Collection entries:

%%

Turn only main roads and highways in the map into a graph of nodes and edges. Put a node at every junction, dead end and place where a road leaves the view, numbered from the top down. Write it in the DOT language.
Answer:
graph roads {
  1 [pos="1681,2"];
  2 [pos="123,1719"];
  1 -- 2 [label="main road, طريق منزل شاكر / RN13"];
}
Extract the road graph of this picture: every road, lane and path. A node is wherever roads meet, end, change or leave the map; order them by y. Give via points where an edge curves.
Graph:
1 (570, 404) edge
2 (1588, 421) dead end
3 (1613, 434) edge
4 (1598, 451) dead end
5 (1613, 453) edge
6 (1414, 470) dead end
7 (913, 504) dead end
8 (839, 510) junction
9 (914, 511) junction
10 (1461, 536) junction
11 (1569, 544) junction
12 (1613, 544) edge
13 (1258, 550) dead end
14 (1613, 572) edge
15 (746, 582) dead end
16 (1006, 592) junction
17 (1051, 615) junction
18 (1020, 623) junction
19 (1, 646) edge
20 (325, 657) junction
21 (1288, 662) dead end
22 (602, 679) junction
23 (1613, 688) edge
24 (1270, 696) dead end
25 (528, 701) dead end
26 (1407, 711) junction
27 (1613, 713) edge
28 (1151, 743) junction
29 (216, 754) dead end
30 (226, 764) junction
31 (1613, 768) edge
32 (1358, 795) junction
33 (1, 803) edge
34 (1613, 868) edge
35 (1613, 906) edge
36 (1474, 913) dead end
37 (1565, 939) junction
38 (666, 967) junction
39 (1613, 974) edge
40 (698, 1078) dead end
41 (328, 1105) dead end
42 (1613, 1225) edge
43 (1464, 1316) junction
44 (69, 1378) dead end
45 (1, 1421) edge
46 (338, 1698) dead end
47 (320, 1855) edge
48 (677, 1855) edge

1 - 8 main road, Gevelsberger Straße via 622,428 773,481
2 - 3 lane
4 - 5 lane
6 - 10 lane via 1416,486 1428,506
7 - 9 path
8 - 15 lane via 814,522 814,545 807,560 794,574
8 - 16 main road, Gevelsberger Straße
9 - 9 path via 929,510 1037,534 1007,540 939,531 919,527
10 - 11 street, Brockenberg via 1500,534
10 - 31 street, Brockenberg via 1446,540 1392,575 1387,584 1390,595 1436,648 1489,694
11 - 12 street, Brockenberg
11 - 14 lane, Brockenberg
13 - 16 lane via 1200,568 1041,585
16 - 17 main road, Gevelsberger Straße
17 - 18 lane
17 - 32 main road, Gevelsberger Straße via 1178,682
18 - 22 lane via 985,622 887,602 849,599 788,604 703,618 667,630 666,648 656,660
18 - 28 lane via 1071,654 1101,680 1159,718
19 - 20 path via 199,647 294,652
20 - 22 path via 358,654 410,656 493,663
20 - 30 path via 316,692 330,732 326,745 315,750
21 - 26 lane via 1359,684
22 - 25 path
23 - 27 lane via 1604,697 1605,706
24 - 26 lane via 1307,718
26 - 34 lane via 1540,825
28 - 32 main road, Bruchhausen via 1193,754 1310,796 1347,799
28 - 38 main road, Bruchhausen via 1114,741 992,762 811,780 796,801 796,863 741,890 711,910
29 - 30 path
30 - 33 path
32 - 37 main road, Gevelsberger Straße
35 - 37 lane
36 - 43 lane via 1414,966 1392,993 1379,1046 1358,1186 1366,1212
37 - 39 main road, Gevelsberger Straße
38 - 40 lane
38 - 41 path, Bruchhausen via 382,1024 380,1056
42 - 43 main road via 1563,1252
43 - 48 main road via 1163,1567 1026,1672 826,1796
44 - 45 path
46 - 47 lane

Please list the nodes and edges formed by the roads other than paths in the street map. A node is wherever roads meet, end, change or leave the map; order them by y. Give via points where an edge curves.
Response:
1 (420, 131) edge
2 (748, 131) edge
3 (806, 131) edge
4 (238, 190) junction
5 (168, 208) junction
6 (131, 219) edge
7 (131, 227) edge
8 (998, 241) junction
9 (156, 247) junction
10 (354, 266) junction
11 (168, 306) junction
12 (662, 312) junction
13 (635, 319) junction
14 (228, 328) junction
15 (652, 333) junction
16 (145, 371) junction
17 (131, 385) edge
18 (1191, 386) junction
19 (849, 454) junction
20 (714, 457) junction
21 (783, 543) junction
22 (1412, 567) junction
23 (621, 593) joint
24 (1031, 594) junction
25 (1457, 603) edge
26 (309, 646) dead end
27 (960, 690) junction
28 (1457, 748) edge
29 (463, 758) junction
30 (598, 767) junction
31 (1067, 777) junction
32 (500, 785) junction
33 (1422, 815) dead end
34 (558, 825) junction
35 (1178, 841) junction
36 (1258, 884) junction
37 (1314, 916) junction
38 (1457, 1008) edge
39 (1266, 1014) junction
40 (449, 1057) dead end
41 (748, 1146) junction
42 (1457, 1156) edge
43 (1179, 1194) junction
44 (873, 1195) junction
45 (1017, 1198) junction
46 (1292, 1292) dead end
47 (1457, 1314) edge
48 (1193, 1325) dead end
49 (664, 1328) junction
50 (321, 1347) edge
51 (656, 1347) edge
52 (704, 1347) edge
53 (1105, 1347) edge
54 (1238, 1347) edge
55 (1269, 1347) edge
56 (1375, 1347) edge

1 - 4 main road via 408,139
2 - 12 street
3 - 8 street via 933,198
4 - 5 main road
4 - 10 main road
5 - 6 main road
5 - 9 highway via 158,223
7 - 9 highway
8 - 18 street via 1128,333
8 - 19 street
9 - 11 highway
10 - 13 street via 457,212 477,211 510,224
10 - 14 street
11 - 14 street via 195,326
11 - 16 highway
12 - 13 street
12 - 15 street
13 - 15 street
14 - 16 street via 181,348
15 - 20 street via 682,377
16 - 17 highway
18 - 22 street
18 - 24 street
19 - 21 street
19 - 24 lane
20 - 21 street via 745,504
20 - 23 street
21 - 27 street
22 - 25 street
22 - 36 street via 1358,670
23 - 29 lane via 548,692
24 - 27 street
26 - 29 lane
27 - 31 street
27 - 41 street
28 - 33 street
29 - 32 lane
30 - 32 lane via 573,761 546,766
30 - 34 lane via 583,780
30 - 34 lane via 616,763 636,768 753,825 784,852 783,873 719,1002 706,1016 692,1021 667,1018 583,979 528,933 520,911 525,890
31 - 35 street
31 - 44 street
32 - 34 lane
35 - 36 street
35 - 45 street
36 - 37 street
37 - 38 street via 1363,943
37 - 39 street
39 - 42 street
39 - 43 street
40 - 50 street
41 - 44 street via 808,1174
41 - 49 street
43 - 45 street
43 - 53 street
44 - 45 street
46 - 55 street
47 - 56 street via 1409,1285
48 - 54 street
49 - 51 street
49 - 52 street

%%

- [ACTION ITEM]
Which lines of the entries contain "Brockenberg"? Count them and write only the number.

- [RESULT OF THIS EXERCISE]
4